We’re delighted to announce the latest version of our ORA software platform. This simplifies the integration of dimensional coordinate data with industrial robots to improve alignment, accuracy and process control of automated production.
ORA works as part of the IONA system, our flagship product that enables real-time tracking and correction of automated manufacturing processes utilising industrial robots.
The latest software release allows the system to be fully integrated with the robot controller, communicating in the native robot programming language allowing the system to operate autonomously with data and corrections called up from the robot program or PLC without the need for operator intervention.
Similarly, the ORA software now integrates with the broader factory network enabling other platforms such as the MES (manufacturing execution system), digital twin simulations or SPC process control software to automatically call up data from IONA as required. This provides a truly integrated production solution that expands and simplifies how this type of unique data can be utilized to improve production.
Ben Adeline, INSPHERE CEO states – “This new version of the ORA software creates an inflection point in the simplification and accessibility of intelligent automation. It removes the need for highly skilled automation or metrology engineers and bespoke programming to fully integrate a measurement system such as IONA with the day to day operation of production robots. Manufacturers can now adopt intelligent automation and enhance production capability with a full integrated, off the shelf solution.”
What’s the benefit of IONA and how does it work?
ONA is a network of sensors that provides positional awareness to industrial robots. The result of this is:
· Automated alignment of robot to part – 20x improvement in set-up time
· Improved robot performance – 10x better process accuracy
· Enhanced process control – 100% process confidence
The system consists of a series of nodes mounted to the cell guarding that continually monitors the automation process. The ORA software transforms this data into information and functions which can then be called up by the robot controller or PLC as required by the process.

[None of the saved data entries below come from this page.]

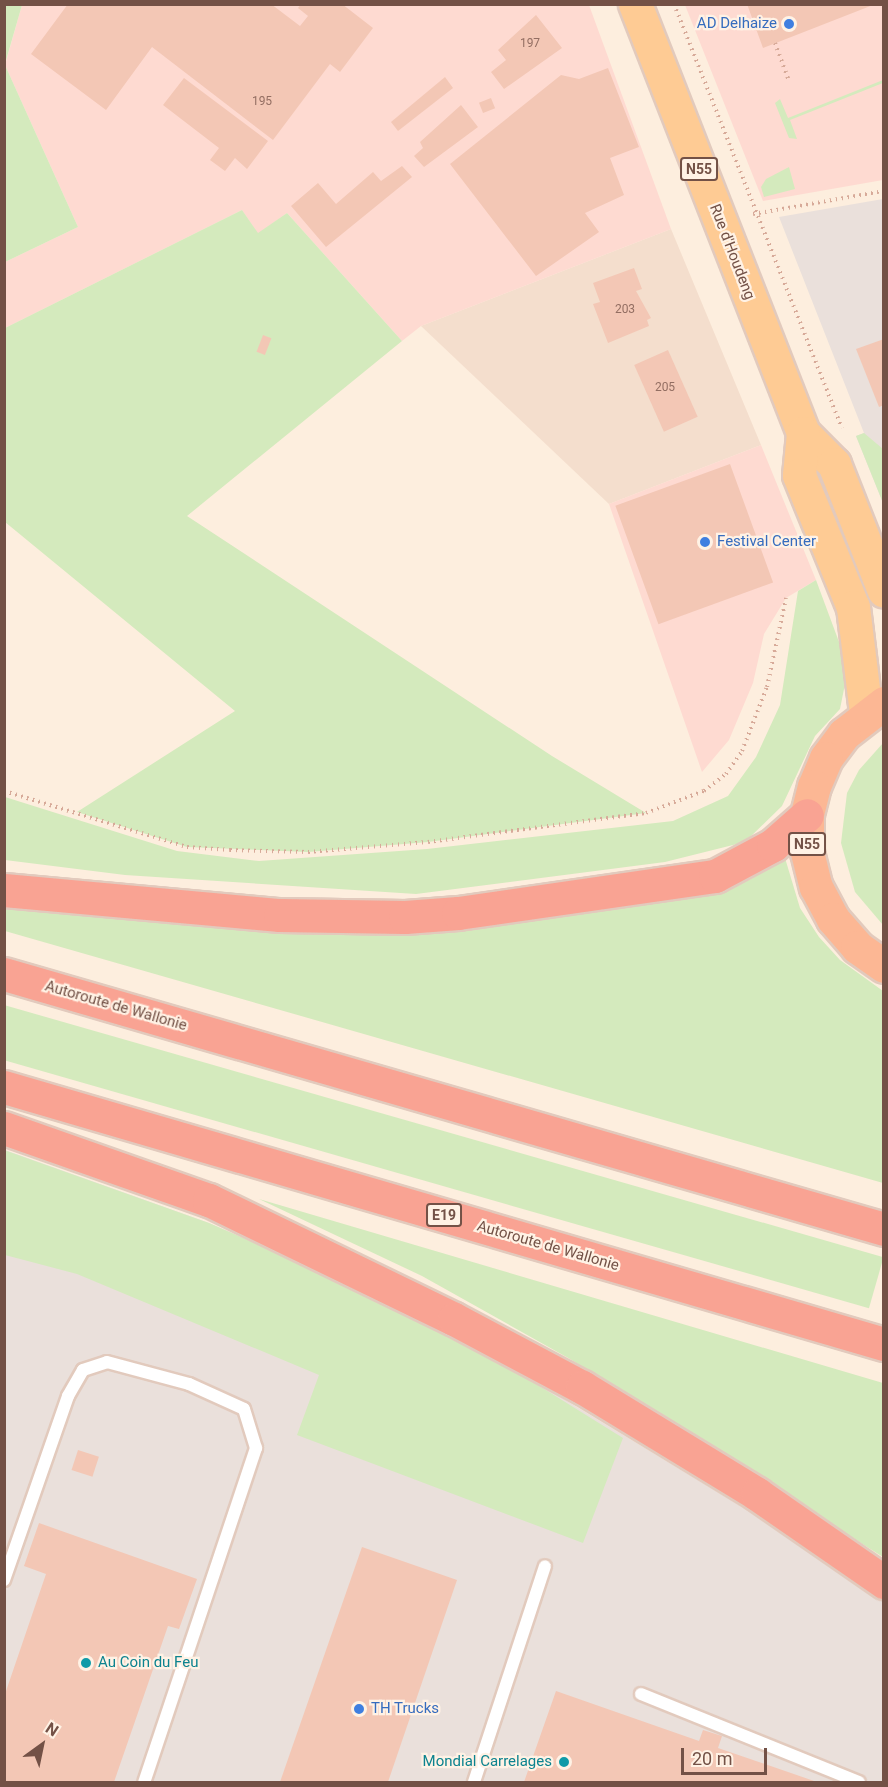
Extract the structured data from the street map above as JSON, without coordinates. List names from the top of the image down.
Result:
{
  "streets": {
    "highway": ["N55", "Autoroute de Wallonie", "E19"],
    "main road": ["Rue d'Houdeng"]
  },
  "crossings": [
    ["N55", "Rue d'Houdeng"]
  ],
  "places": [
    "AD Delhaize",
    "Festival Center",
    "Au Coin du Feu",
    "TH Trucks",
    "Mondial Carrelages"
  ],
  "house_numbers": [
    "197",
    "195",
    "203",
    "205"
  ],
  "scale_bar": "20 m",
  "north": "top right"
}
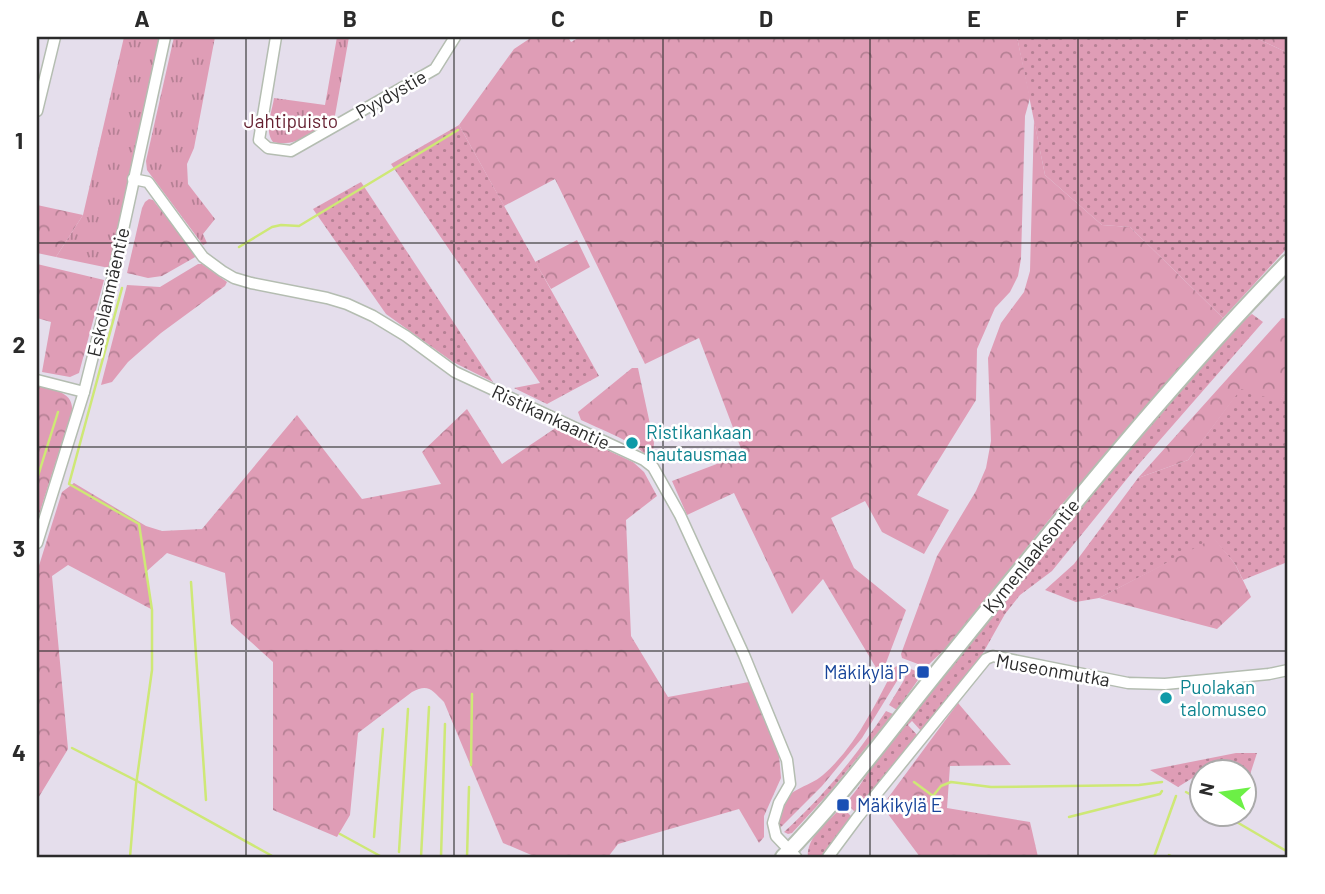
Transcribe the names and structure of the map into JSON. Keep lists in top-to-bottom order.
{
  "streets": {
    "main road": ["Kymenlaaksontie"],
    "street": [
      "Pyydystie",
      "Eskolanmäentie",
      "Ristikankaantie",
      "Museonmutka"
    ]
  },
  "crossings": [
    ["Eskolanmäentie", "Ristikankaantie"],
    ["Ristikankaantie", "Kymenlaaksontie"]
  ],
  "parks": ["Jahtipuisto"],
  "places": {
    "other": ["Ristikankaan hautausmaa", "Puolakan talomuseo"],
    "transit": ["Mäkikylä P", "Mäkikylä E"]
  },
  "north": "left",
  "grid": {
    "columns": [
      "A",
      "B",
      "C",
      "D",
      "E",
      "F"
    ],
    "rows": [
      "1",
      "2",
      "3",
      "4"
    ]
  }
}
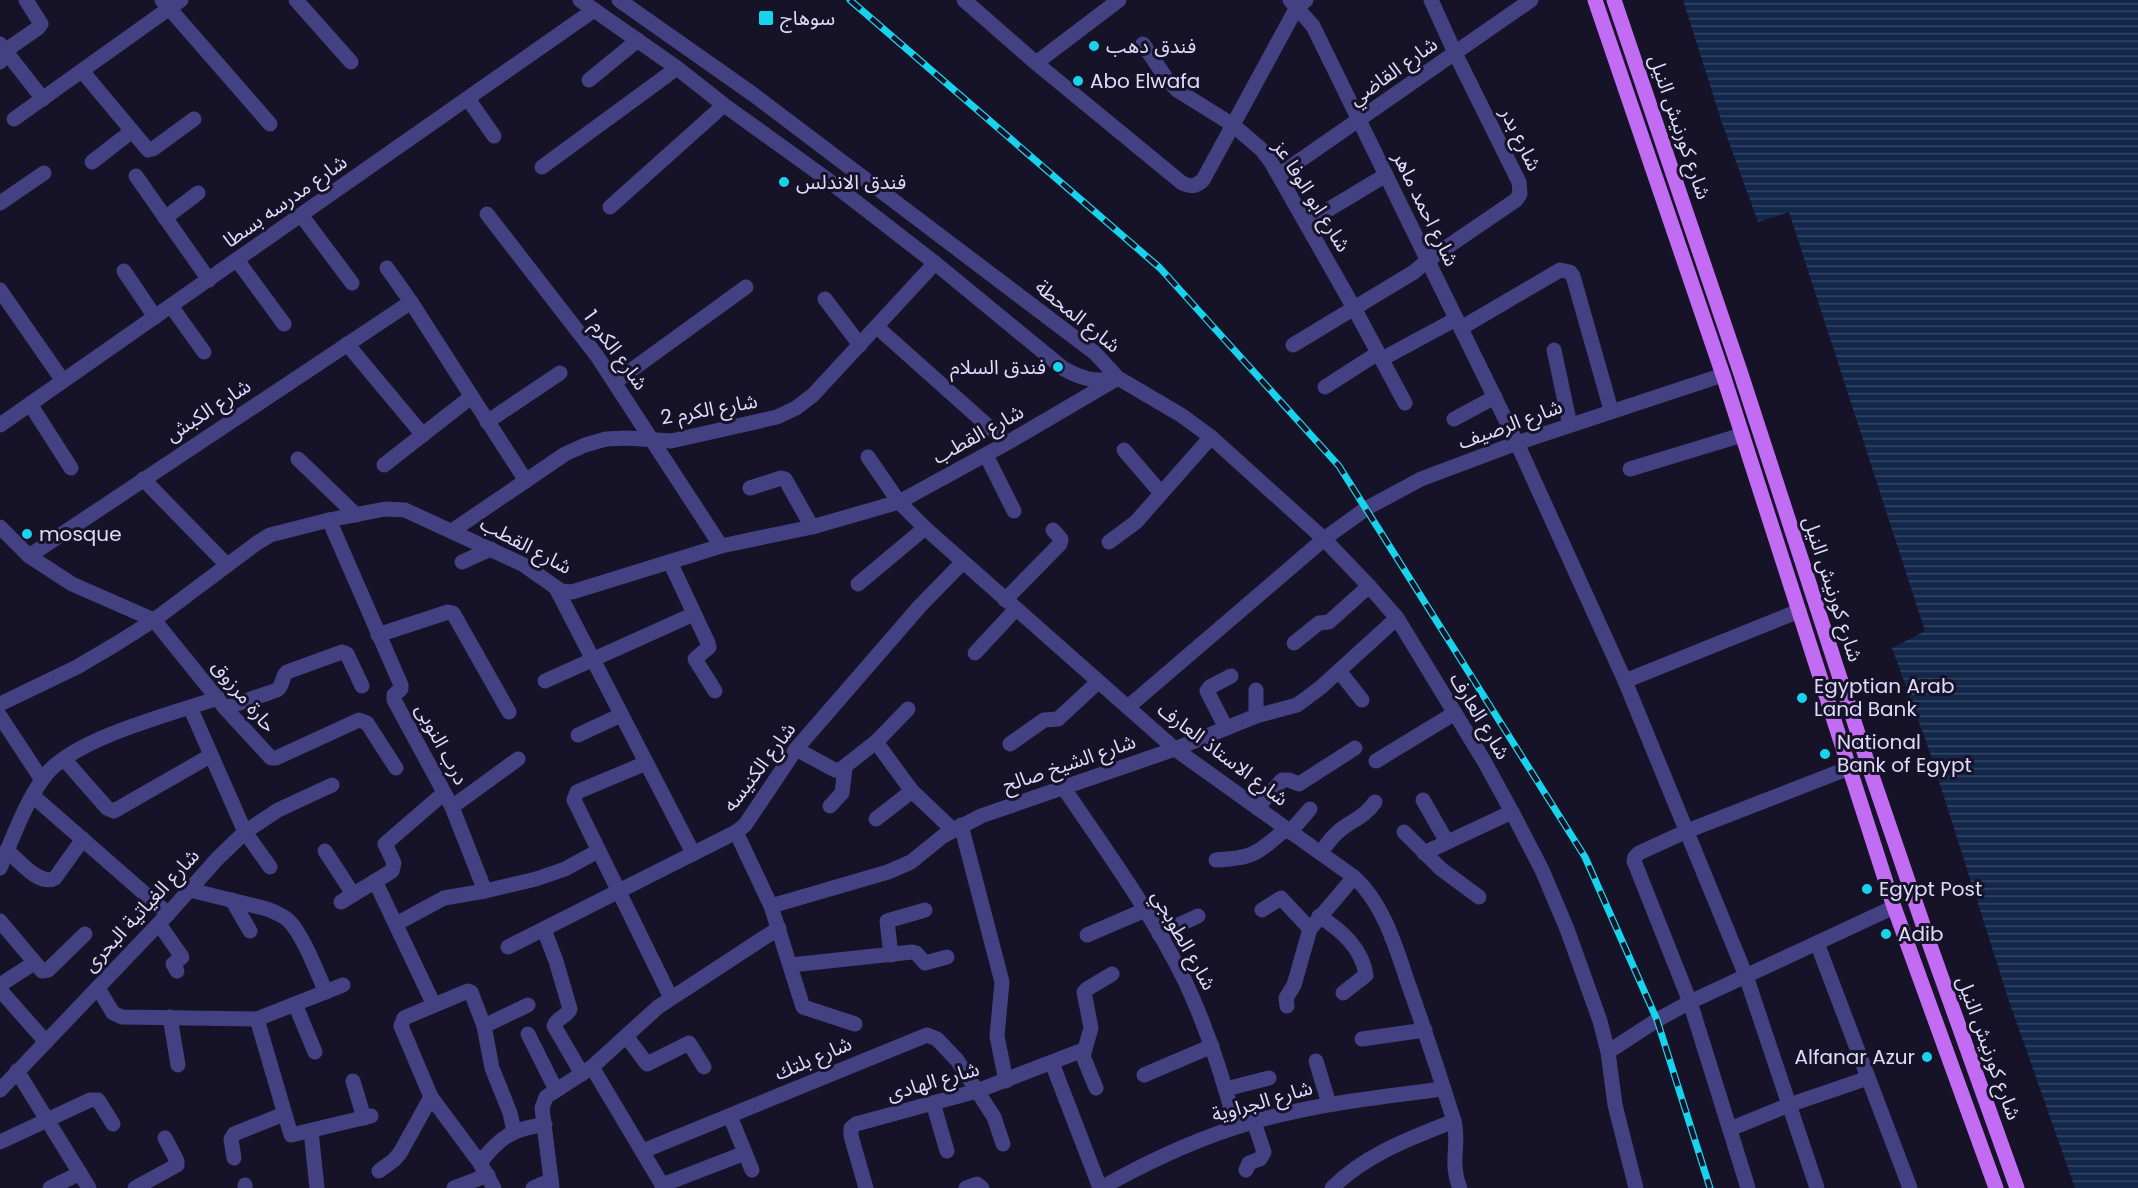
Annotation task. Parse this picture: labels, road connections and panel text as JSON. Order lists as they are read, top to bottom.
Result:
{
  "streets": {
    "main road": ["شارع كورنيش النيل"],
    "street": [
      "شارع القاضي",
      "شارع بدر",
      "شارع ابو الوفا عز",
      "شارع مدرسه بسطا",
      "شارع احمد ماهر",
      "شارع المحطة",
      "شارع الكرم 1",
      "شارع الكرم 2",
      "شارع الكبش",
      "شارع الرصيف",
      "شارع القطب",
      "حارة مرزوق",
      "شارع العارف",
      "درب النوبى",
      "شارع الاستاذ العارف",
      "شارع الشيخ صالح",
      "شارع الكنيسه",
      "شارع الغياتية البحرى",
      "شارع الطوبجي",
      "شارع بلتك",
      "شارع الهادى",
      "شارع الجراوية"
    ]
  },
  "crossings": [
    ["شارع القاضي", "شارع بدر"],
    ["شارع القاضي", "شارع ابو الوفا عز"],
    ["شارع القاضي", "شارع احمد ماهر"],
    ["شارع كورنيش النيل", "شارع الرصيف"],
    ["شارع بدر", "شارع ابو الوفا عز"],
    ["شارع بدر", "شارع احمد ماهر"],
    ["شارع مدرسه بسطا", "شارع المحطة"],
    ["شارع احمد ماهر", "شارع الرصيف"],
    ["شارع المحطة", "شارع الكرم 2"],
    ["شارع المحطة", "شارع القطب"],
    ["شارع المحطة", "شارع العارف"],
    ["شارع الكرم 1", "شارع الكرم 2"],
    ["شارع الكرم 1", "شارع القطب"],
    ["شارع الكرم 2", "شارع القطب"],
    ["شارع الرصيف", "شارع العارف"],
    ["شارع الرصيف", "شارع الاستاذ العارف"],
    ["شارع القطب", "حارة مرزوق"],
    ["شارع القطب", "شارع العارف"],
    ["شارع القطب", "درب النوبى"],
    ["شارع القطب", "شارع الاستاذ العارف"],
    ["شارع العارف", "شارع الشيخ صالح"],
    ["شارع الاستاذ العارف", "شارع الشيخ صالح"],
    ["شارع الاستاذ العارف", "شارع الكنيسه"],
    ["شارع الاستاذ العارف", "شارع الجراوية"],
    ["شارع الشيخ صالح", "شارع الطوبجي"],
    ["شارع الطوبجي", "شارع الجراوية"],
    ["شارع بلتك", "شارع الهادى"]
  ],
  "places": {
    "transit": ["سوهاج"],
    "other": [
      "فندق دهب",
      "Abo Elwafa",
      "فندق الاندلس",
      "فندق السلام",
      "mosque",
      "Egyptian Arab Land Bank",
      "National Bank of Egypt",
      "Egypt Post",
      "Adib",
      "Alfanar Azur"
    ]
  }
}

The data from IONA can be used at three key stages of manufacturing.
It can be used at the commissioning stage to correct for the differences that occur between the simulation or the offline programme and the physical setup of the cell.
This data can also be used to feed back into the digital environment to update the digital twin, meaning that there is an exact replica in the digital world as operating in the physical world.
It can also be used as a process enabler to increase the speed and accuracy of an automated process. We can achieve a better alignment between the work object and the robot itself and achieve this faster with no manual intervention.
The system can also perform a calibration in situ on the robot. This calibration can be run as a one off when a cell is first set up, or it can be run each time a process operates.
If required, IONA can be used as part of a live feedback loop, so the process is continuously correcting and iterating based on the alignment or repositioning of elements within the cell. This can improve the dynamic accuracy of a given process.
Finally, we can use our data is as part of a process control approach. By continually monitoring a process over time we can start to spot the trends in the data and understand whether our process is about to drift out of control. Corrective actions can then be taken before it produces an incorrect part.
The IONA system consists of both hardware and software. The hardware is the series of nodes, the controller, the targeting everything that’s required to capture the data.
ORA is our software platform which is used to collect the data and perform analysis before feeding that data back into the system. ORA can be fully integrated autonomously providing data and set functions via an API to the robot controller or can be manually operated via a graphical user interface.